Look through the entries below for the string "Madison", and copy each line where it is found.

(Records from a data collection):
□ □ □ □ □

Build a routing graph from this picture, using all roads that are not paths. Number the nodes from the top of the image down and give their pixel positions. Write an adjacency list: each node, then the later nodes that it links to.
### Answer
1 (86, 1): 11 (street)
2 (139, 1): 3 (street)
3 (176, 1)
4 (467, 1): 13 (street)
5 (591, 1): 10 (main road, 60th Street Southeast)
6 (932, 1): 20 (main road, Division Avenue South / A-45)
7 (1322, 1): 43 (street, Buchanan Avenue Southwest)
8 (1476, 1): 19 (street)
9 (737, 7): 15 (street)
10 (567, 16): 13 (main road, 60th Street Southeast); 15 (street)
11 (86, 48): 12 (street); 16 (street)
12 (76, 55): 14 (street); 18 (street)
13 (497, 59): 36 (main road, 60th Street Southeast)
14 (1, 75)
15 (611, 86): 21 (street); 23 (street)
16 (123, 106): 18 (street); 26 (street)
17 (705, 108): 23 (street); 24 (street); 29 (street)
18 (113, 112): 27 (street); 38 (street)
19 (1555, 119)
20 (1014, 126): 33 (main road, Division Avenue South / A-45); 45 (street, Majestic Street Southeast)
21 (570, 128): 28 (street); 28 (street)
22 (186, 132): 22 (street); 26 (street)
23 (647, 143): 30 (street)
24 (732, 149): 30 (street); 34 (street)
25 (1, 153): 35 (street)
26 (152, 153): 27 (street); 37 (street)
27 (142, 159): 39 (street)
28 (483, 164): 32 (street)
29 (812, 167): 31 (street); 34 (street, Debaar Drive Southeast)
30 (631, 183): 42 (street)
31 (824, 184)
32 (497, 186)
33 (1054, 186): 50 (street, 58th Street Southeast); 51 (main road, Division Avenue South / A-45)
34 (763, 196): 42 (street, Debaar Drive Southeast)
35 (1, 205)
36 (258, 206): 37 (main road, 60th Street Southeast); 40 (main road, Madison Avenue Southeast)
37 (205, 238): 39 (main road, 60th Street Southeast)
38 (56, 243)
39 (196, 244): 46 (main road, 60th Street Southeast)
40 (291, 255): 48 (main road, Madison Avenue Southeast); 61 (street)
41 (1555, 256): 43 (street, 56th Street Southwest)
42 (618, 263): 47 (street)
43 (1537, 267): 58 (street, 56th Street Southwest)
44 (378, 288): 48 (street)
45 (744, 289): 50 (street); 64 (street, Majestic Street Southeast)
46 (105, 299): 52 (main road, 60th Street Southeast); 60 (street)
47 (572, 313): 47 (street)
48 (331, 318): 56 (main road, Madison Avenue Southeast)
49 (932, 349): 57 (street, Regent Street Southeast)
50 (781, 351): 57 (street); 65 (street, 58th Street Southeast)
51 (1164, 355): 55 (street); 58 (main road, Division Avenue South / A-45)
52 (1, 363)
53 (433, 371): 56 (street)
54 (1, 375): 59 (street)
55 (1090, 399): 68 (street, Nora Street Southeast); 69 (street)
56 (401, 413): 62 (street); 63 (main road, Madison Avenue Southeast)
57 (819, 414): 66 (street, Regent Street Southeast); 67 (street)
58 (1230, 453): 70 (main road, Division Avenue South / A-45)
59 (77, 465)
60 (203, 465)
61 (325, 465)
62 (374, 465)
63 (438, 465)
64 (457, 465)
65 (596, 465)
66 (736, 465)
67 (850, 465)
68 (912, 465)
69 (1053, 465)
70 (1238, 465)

□ □ □ □ □

(Solution for this exercise):
36 (258, 206): 37 (main road, 60th Street Southeast); 40 (main road, Madison Avenue Southeast)
40 (291, 255): 48 (main road, Madison Avenue Southeast); 61 (street)
48 (331, 318): 56 (main road, Madison Avenue Southeast)
56 (401, 413): 62 (street); 63 (main road, Madison Avenue Southeast)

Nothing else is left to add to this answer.